Par contre, la règle ne s’applique pas :

– lorsque la durée contractuellement prévue du bail expiré est supérieure à 9 ans,

– lorsque le bail expiré, bien que conclu pour une durée de 9 ans, s’est poursuivi par l’effet d’une tacite reconduction pendant une période supérieure à 12 ans.

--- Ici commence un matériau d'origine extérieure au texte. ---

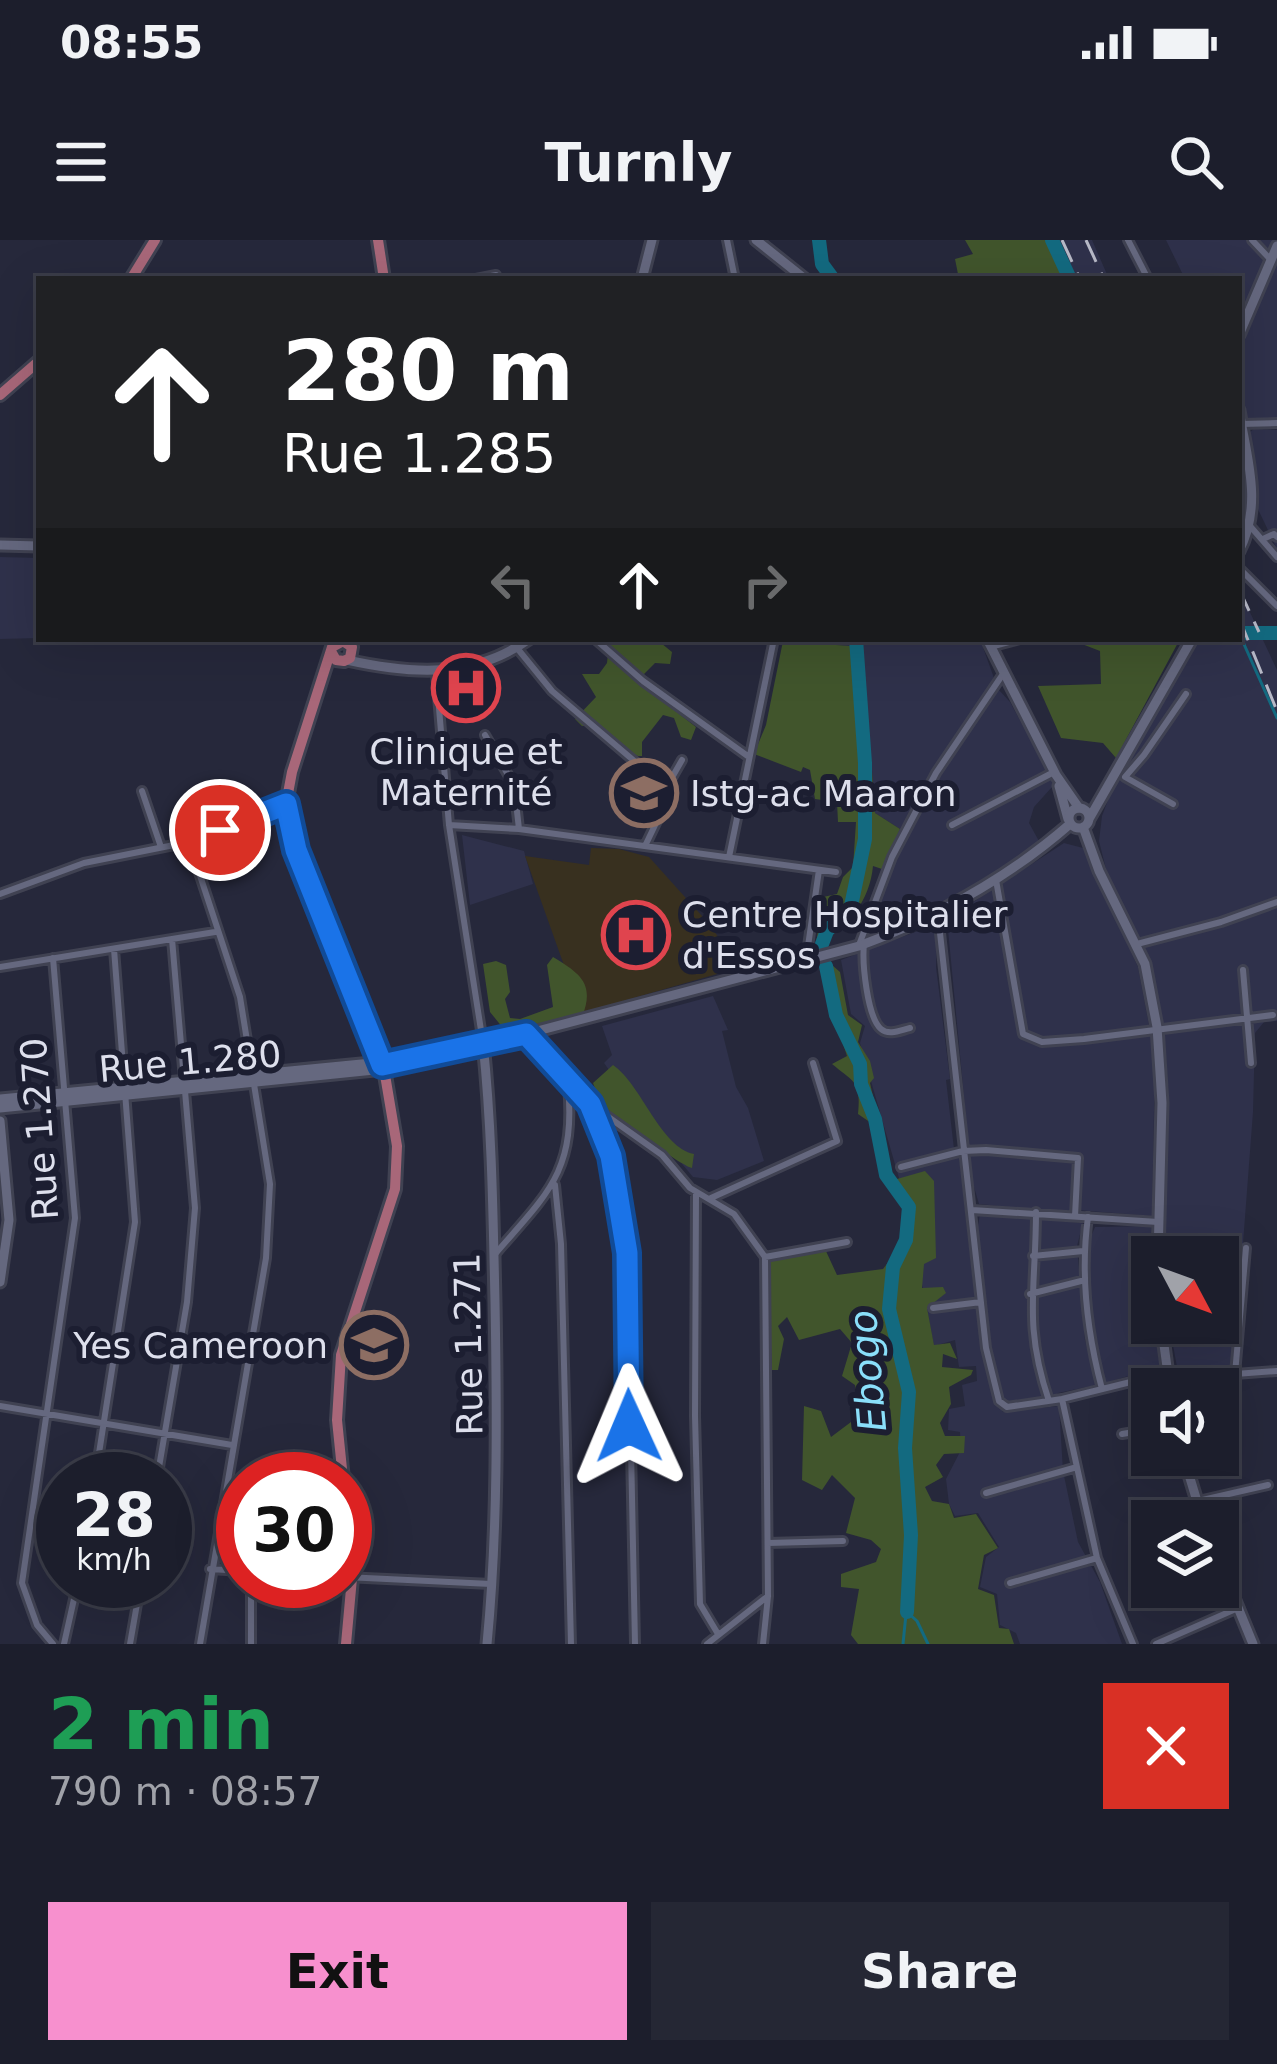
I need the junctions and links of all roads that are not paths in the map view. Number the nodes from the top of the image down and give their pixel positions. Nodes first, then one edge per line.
1 (155, 240) edge
2 (378, 240) edge
3 (652, 240) edge
4 (727, 240) edge
5 (756, 240) edge
6 (1128, 240) edge
7 (1252, 240) edge
8 (1277, 246) edge
9 (1271, 260) junction
10 (1264, 274) junction
11 (496, 275) dead end
12 (133, 276) edge
13 (384, 276) edge
14 (491, 276) edge
15 (643, 276) edge
16 (734, 276) edge
17 (801, 276) edge
18 (1146, 276) edge
19 (1277, 280) edge
20 (1242, 328) edge
21 (36, 364) edge
22 (0, 395) edge
23 (1277, 423) edge
24 (1242, 424) edge
25 (1242, 430) edge
26 (1250, 526) junction
27 (1277, 537) edge
28 (1262, 538) junction
29 (0, 545) edge
30 (36, 546) edge
31 (1242, 546) edge
32 (1277, 557) edge
33 (1242, 571) edge
34 (1277, 606) edge
35 (524, 642) edge
36 (598, 642) edge
37 (773, 642) edge
38 (1190, 642) edge
39 (988, 643) edge
40 (342, 647) edge
41 (517, 648) junction
42 (436, 673) junction
43 (1003, 674) junction
44 (1186, 694) dead end
45 (485, 735) dead end
46 (749, 757) junction
47 (682, 760) dead end
48 (1055, 774) junction
49 (666, 788) junction
50 (142, 791) dead end
51 (286, 804) junction
52 (1173, 804) dead end
53 (1079, 819) junction
54 (449, 825) junction
55 (952, 825) dead end
56 (519, 829) junction
57 (189, 842) junction
58 (646, 846) junction
59 (160, 847) junction
60 (729, 856) junction
61 (819, 870) junction
62 (836, 872) dead end
63 (996, 880) junction
64 (0, 894) edge
65 (1277, 902) edge
66 (938, 915) junction
67 (215, 932) junction
68 (172, 939) junction
69 (1136, 944) junction
70 (861, 945) junction
71 (114, 949) junction
72 (53, 958) junction
73 (806, 960) junction
74 (0, 967) edge
75 (1244, 970) dead end
76 (1273, 1015) dead end
77 (1248, 1020) junction
78 (1157, 1027) junction
79 (910, 1028) dead end
80 (526, 1034) junction
81 (483, 1043) junction
82 (813, 1063) dead end
83 (1251, 1063) dead end
84 (383, 1065) junction
85 (255, 1078) junction
86 (568, 1082) junction
87 (185, 1084) junction
88 (126, 1090) junction
89 (65, 1094) junction
90 (0, 1099) edge
91 (590, 1104) junction
92 (0, 1108) edge
93 (0, 1121) edge
94 (963, 1151) junction
95 (901, 1167) dead end
96 (554, 1184) junction
97 (696, 1188) junction
98 (4, 1190) edge
99 (711, 1198) junction
100 (972, 1210) junction
101 (1036, 1212) junction
102 (1075, 1216) junction
103 (1088, 1217) junction
104 (1158, 1222) junction
105 (1158, 1236) edge
106 (847, 1242) dead end
107 (1246, 1248) dead end
108 (1083, 1251) junction
109 (494, 1255) junction
110 (1033, 1256) junction
111 (765, 1257) junction
112 (1085, 1280) junction
113 (0, 1282) edge
114 (1030, 1294) junction
115 (981, 1302) junction
116 (933, 1308) dead end
117 (1236, 1368) edge
118 (1277, 1371) edge
119 (1239, 1374) edge
120 (1131, 1381) edge
121 (1102, 1388) junction
122 (1062, 1399) junction
123 (1049, 1401) junction
124 (0, 1406) edge
125 (44, 1414) junction
126 (104, 1425) junction
127 (1131, 1433) edge
128 (1122, 1434) dead end
129 (165, 1435) junction
130 (232, 1445) junction
131 (100, 1452) edge
132 (162, 1452) edge
133 (340, 1452) edge
134 (1077, 1467) junction
135 (1268, 1486) dead end
136 (986, 1493) dead end
137 (1204, 1500) edge
138 (843, 1541) dead end
139 (767, 1543) junction
140 (1096, 1558) junction
141 (210, 1569) junction
142 (216, 1569) edge
143 (372, 1578) edge
144 (1010, 1583) dead end
145 (492, 1584) junction
146 (768, 1596) junction
147 (72, 1608) edge
148 (136, 1608) edge
149 (251, 1608) edge
150 (347, 1608) edge
151 (1238, 1608) joint
152 (718, 1634) junction
153 (53, 1644) edge
154 (64, 1644) edge
155 (130, 1644) edge
156 (200, 1644) edge
157 (251, 1644) edge
158 (346, 1644) edge
159 (487, 1644) edge
160 (571, 1644) edge
161 (635, 1644) edge
162 (707, 1644) edge
163 (763, 1644) edge
164 (1133, 1644) edge
165 (1156, 1644) edge
166 (1253, 1644) edge

1 - 12 main road
2 - 13 main road
3 - 15 main road
4 - 16 street
5 - 17 main road
6 - 18 street
7 - 9 street
8 - 9 main road
9 - 10 main road
10 - 19 street
10 - 20 main road
11 - 14 street
21 - 22 main road
23 - 24 street
25 - 26 main road
26 - 28 street
26 - 31 main road
27 - 28 street
28 - 32 street
29 - 30 main road
33 - 34 street
35 - 41 main road
36 - 46 street
37 - 46 street
38 - 53 main road
39 - 43 main road
40 - 42 main road
40 - 51 main road
41 - 42 main road
41 - 49 street
42 - 54 street
43 - 48 main road
43 - 70 street
44 - 52 street
45 - 56 street
46 - 60 street
47 - 49 street
48 - 53 main road
48 - 55 street
49 - 58 street
50 - 59 street
51 - 57 street
51 - 84 main road
53 - 63 main road, Rue 1.280
53 - 69 main road
54 - 56 street
54 - 81 street
56 - 58 street
57 - 59 street
57 - 67 street
58 - 60 street
59 - 64 street
60 - 61 street
61 - 62 street
61 - 73 street
63 - 66 main road, Rue 1.280
63 - 78 street
65 - 69 street
66 - 70 main road, Rue 1.280
66 - 94 street
67 - 68 street
67 - 85 street
68 - 71 street
68 - 87 street
69 - 78 main road
70 - 73 main road, Rue 1.280
70 - 79 street
71 - 72 street
71 - 88 street
72 - 74 street
72 - 89 street, Rue 1.270
73 - 80 main road, Rue 1.280
75 - 77 street
76 - 77 street
77 - 78 street
77 - 83 street
78 - 104 main road
80 - 81 main road, Rue 1.280
80 - 86 main road
81 - 84 main road, Rue 1.280
81 - 109 main road, Rue 1.271
82 - 99 street
84 - 85 main road, Rue 1.280
84 - 133 main road
85 - 87 main road, Rue 1.280
85 - 130 street
86 - 91 street
86 - 96 street
87 - 88 main road, Rue 1.280
87 - 129 street
88 - 89 main road, Rue 1.280
88 - 126 street
89 - 90 main road, Rue 1.280
89 - 92 main road, Rue 1.280
89 - 125 street, Rue 1.270
91 - 97 street
91 - 161 street
93 - 98 main road
94 - 95 street
94 - 100 street
94 - 102 street
96 - 109 street
96 - 160 street
97 - 99 street
97 - 152 street
98 - 113 main road
99 - 111 street
100 - 101 street
100 - 115 street
101 - 102 street
101 - 110 street
102 - 103 street
103 - 104 street
103 - 108 street
104 - 105 main road
106 - 111 street
107 - 117 street
108 - 110 street
108 - 112 street
109 - 145 main road, Rue 1.271
110 - 114 street
111 - 139 street
112 - 114 street
112 - 121 street
114 - 123 street
115 - 116 street
115 - 123 street
118 - 119 street
120 - 121 street
121 - 122 street
122 - 123 street
122 - 134 street
124 - 125 street
125 - 126 street
125 - 153 street, Rue 1.270
126 - 129 street
126 - 131 street
127 - 128 street
129 - 130 street
129 - 132 street
130 - 141 street
134 - 136 street
134 - 140 street
135 - 137 street
138 - 139 street
139 - 146 street
140 - 144 street
140 - 164 street
141 - 142 street
141 - 156 street
143 - 145 street
145 - 159 main road, Rue 1.271
146 - 152 street
146 - 163 street
147 - 154 street
148 - 155 street
149 - 157 street
150 - 158 main road
151 - 165 street
151 - 166 main road
152 - 162 street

Exceptionnellement, les loyers peuvent faire l’objet d’un déplafonnement si les facteurs locaux de commercialité ont été modifiés et qu’ils ont entraîné une variation de la valeur locative du bien. En cas de désaccord entre les parties, c’est le TGI qui tranche. Mais la loi limite à 10 % du dernier loyer acquitté les réajustements annuels qui peuvent être appliqués au locataire, une règle dont la légalité a été confirmée par le Conseil Constitutionnel (QPC du 07 mai 2020).

Echéance du bail

A l’échéance du bail, le propriétaire n’a que 3 possibilités :

– Donner congé avec paiement d’une indemnité d’éviction : le refus de renouvellement revêt la forme d’un congé donné 6 mois à l’avance par acte extrajudiciaire. (Article 5 du décret)

– Donner congé sans indemnité d’éviction : concerne des cas exceptionnels. Le bailleur est dispensé du paiement d’une indemnité s’il justifie d’un motif grave et légitime à l’encontre du locataire (par exemple, extension de la destination des lieux sans l’autorisation préalable du bailleur)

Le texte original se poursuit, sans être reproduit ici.